Machine learning techniques are increasingly being used in the sciences, as they can streamline work and improve efficiency. But these techniques are sometimes met with hesitation: When users don’t understand what’s going on behind the curtains, they may lack trust in the machine learning models.
As these tools become more widespread, a team of researchers in Lawrence Livermore National Laboratory's Computing and Physical and Life Sciences directorates are trying to provide a reasonable starting place for scientists who want to apply machine learning, but don’t have the appropriate background. The team’s work grew out of a Laboratory Directed Research and Development (LDRD) project on feedstock materials optimization, which led to a pair of papers about the types of questions a materials scientist may encounter when using machine learning tools, and how these tools behave.
Trusting artificial intelligence is easy when its conclusion is a simple ground truth, like identifying an animal. But when it comes to abstract scientific concepts, machine learning can seem more ambiguous.
“There’s been a lot of work applying machine learning to natural images — cats, dogs, people, bicycles,” said Brian Gallagher, one of the project members and a group leader in the Center for Applied Scientific Computing. “These are naturally decomposable into parts, like wheels or whiskers. Those kinds of explanations aren’t meaningful here; there aren’t subparts to decompose into.”

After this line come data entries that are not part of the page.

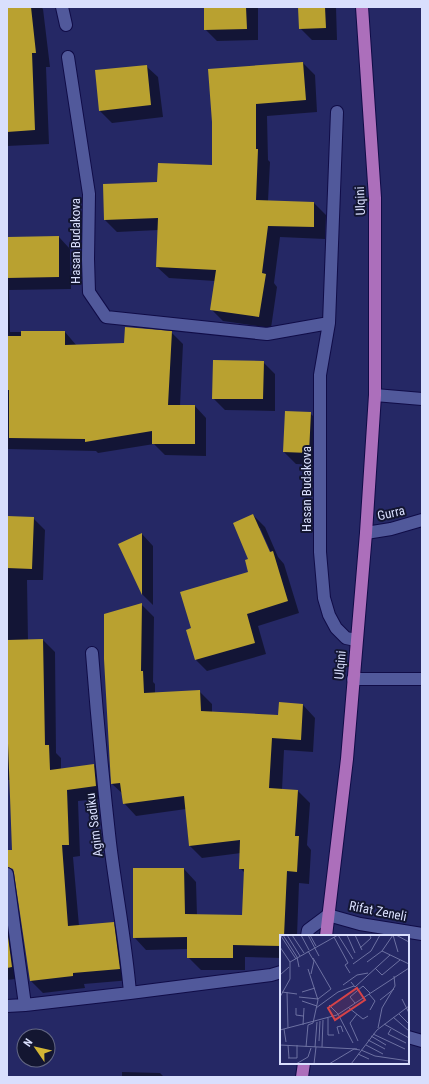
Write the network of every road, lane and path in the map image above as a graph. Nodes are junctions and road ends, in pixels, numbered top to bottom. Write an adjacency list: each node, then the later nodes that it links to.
1 (62, 7): 3 (street)
2 (362, 7): 7 (main road, Ulqini)
3 (66, 25)
4 (68, 56): 6 (street, Hasan Budakova)
5 (337, 112): 6 (street, Hasan Budakova)
6 (329, 323): 11 (street, Hasan Budakova)
7 (375, 395): 8 (street); 10 (main road, Ulqini)
8 (422, 399)
9 (422, 520): 10 (street, Gurra)
10 (366, 533): 11 (main road, Ulqini)
11 (356, 640): 13 (main road, Ulqini)
12 (92, 653): 21 (street, Agim Sadiku)
13 (353, 679): 14 (street); 16 (main road, Ulqini)
14 (422, 679)
15 (7, 874): 22 (street)
16 (328, 915): 17 (street, Rifat Zeneli); 18 (street); 19 (main road, Ulqini)
17 (422, 934)
18 (307, 935)
19 (326, 935)
20 (280, 972): 21 (street)
21 (130, 993): 22 (street)
22 (25, 1005): 23 (street)
23 (7, 1006)
24 (409, 1037): 25 (street)
25 (422, 1041)
26 (304, 1064): 27 (main road)
27 (302, 1077)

Though scientific data does feature various types of images — graphs and microscopy, for example — it also includes many other data types. This complicates not only the machine learning process, but also the explainability of this process for scientists who want to understand it.
Learning machine learning
There are two extremes when it comes to learning about machine learning: Tutorials tend to be either too basic, making implementation difficult in a particular application, or they’re too specific to a certain scientific problem. Neither of these is generally useful.

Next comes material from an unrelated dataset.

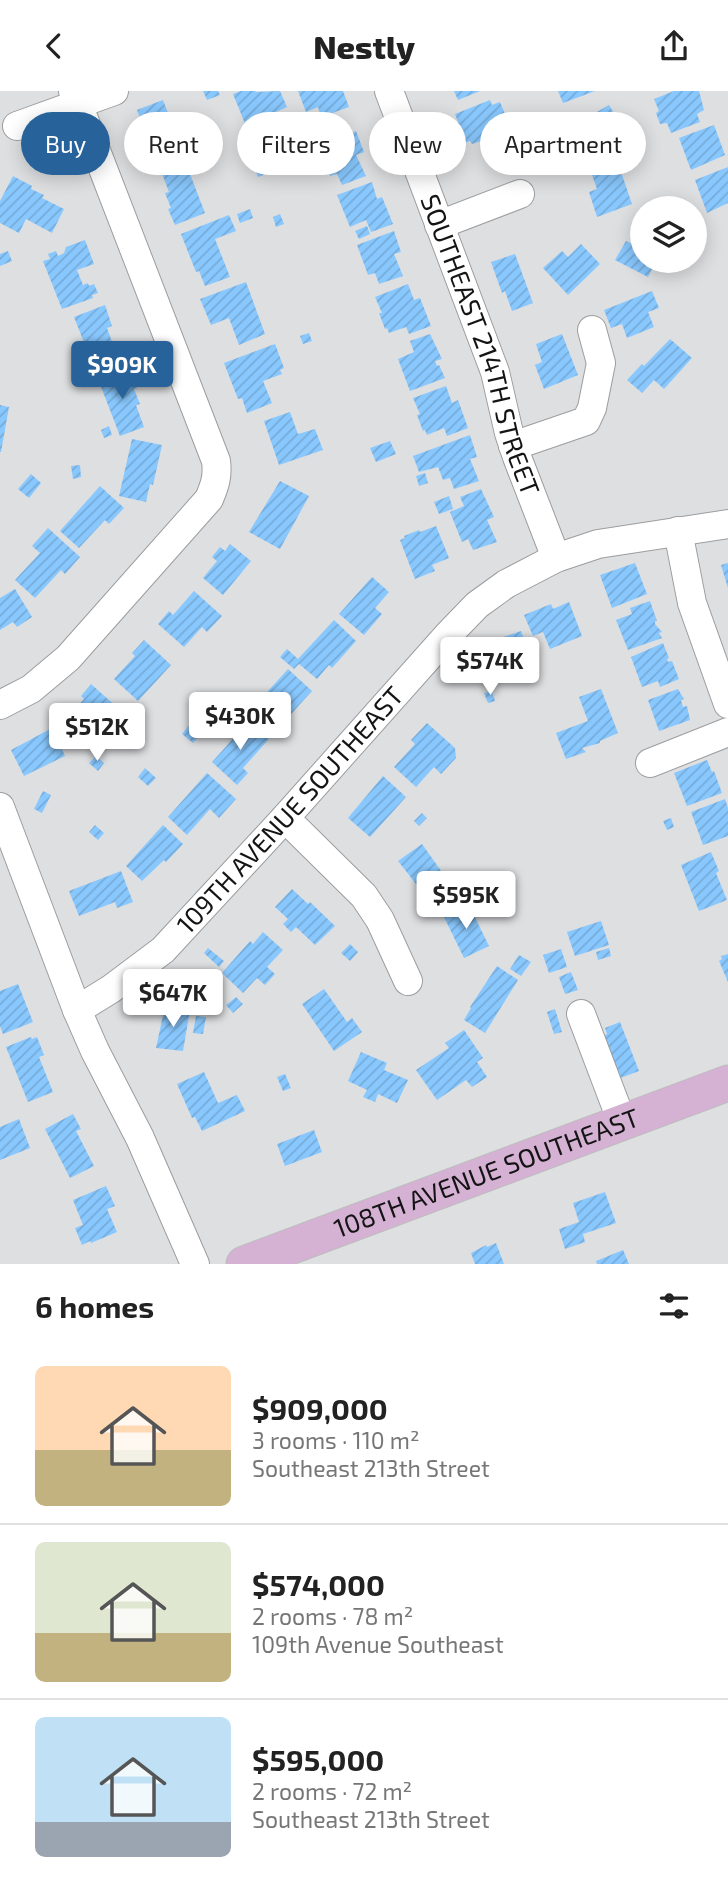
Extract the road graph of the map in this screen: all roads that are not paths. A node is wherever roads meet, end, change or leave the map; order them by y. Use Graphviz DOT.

“Machine learning is very empirical. There’s very little theory guiding it, unlike a lot of science,” Gallagher said. “You train a model, test it in the scenarios you care about, and it either works or it doesn’t.”
This is where explainable artificial intelligence (XAI) comes in. XAI is an emerging field that helps interpret complicated machine learning models, providing an entry point to new applications. XAI may use tools like visualizations that identify which features a neural network finds important in a dataset, or surrogate models to explain more complex concepts. In their recent paper, Gallagher and the LDRD team presented a number of different XAI tools along with examples of how to apply them to materials science.

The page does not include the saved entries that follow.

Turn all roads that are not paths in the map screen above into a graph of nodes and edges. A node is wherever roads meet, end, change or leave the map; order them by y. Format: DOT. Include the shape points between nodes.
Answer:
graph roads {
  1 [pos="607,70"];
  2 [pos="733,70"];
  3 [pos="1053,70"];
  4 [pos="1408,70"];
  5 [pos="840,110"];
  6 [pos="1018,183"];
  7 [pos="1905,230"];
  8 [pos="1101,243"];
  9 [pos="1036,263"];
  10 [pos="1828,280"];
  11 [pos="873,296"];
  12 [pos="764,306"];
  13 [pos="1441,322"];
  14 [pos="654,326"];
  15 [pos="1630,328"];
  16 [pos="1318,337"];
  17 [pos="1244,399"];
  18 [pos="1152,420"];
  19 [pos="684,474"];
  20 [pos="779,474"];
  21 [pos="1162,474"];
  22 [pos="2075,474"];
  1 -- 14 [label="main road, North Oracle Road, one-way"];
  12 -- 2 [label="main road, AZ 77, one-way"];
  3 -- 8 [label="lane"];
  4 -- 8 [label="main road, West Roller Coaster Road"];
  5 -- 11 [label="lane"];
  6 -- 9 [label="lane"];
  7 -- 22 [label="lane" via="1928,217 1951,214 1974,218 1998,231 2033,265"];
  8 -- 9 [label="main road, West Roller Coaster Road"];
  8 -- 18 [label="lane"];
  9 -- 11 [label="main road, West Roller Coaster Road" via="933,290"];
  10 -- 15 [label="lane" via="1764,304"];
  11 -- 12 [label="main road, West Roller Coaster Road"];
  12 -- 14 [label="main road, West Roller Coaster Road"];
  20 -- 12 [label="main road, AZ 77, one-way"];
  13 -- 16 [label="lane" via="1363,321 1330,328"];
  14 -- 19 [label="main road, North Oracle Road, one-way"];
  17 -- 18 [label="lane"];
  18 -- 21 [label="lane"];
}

Without XAI, scientists are expected to blindly trust a neural network’s conclusions without fully understanding how these conclusions were reached.
“That’s not very satisfying to scientists who, by nature, want to have explanations for everything,” Gallagher said. He said machine learning techniques can be even further integrated into scientific workflows if XAI is used to help illustrate how these processes work.
Materials science and beyond
According to Anna Hiszpanski, a materials scientist on the LDRD project and co-author on the papers, more than 50 projects in Physical and Life Sciences utilize machine learning and artificial intelligence. These range from battery development to creating structural components, and they use many different types of materials, including metals, composites, polymers and small molecules.
All these applications have one thing in common: “We’re trying to use machine learning to reduce the timeline we have for developing new materials,” Hiszpanski said.
To this end, a trained model can predict the properties of a molecule or polymer before it is synthesized. This helps ensure the material will have any specific desired features, while reducing the time spent on trial and error.
“Usually, when you’re trying to come up with a new material, you want something outside the norm.You want some ‘ultra’ property — ultrahigh or ultralow,” Hiszpanski said. “Trying to figure out what you need to change about the chemistry to give you that ‘ultra’ property is hard. That’s what scientists try to develop and have hypotheses for, but explanations provided by machine learning are helpful and can help build confidence.”
For example, a trained machine can tell the scientists about apparent correlations between various properties in a molecule — how tweaking one characteristic can affect another to improve the material.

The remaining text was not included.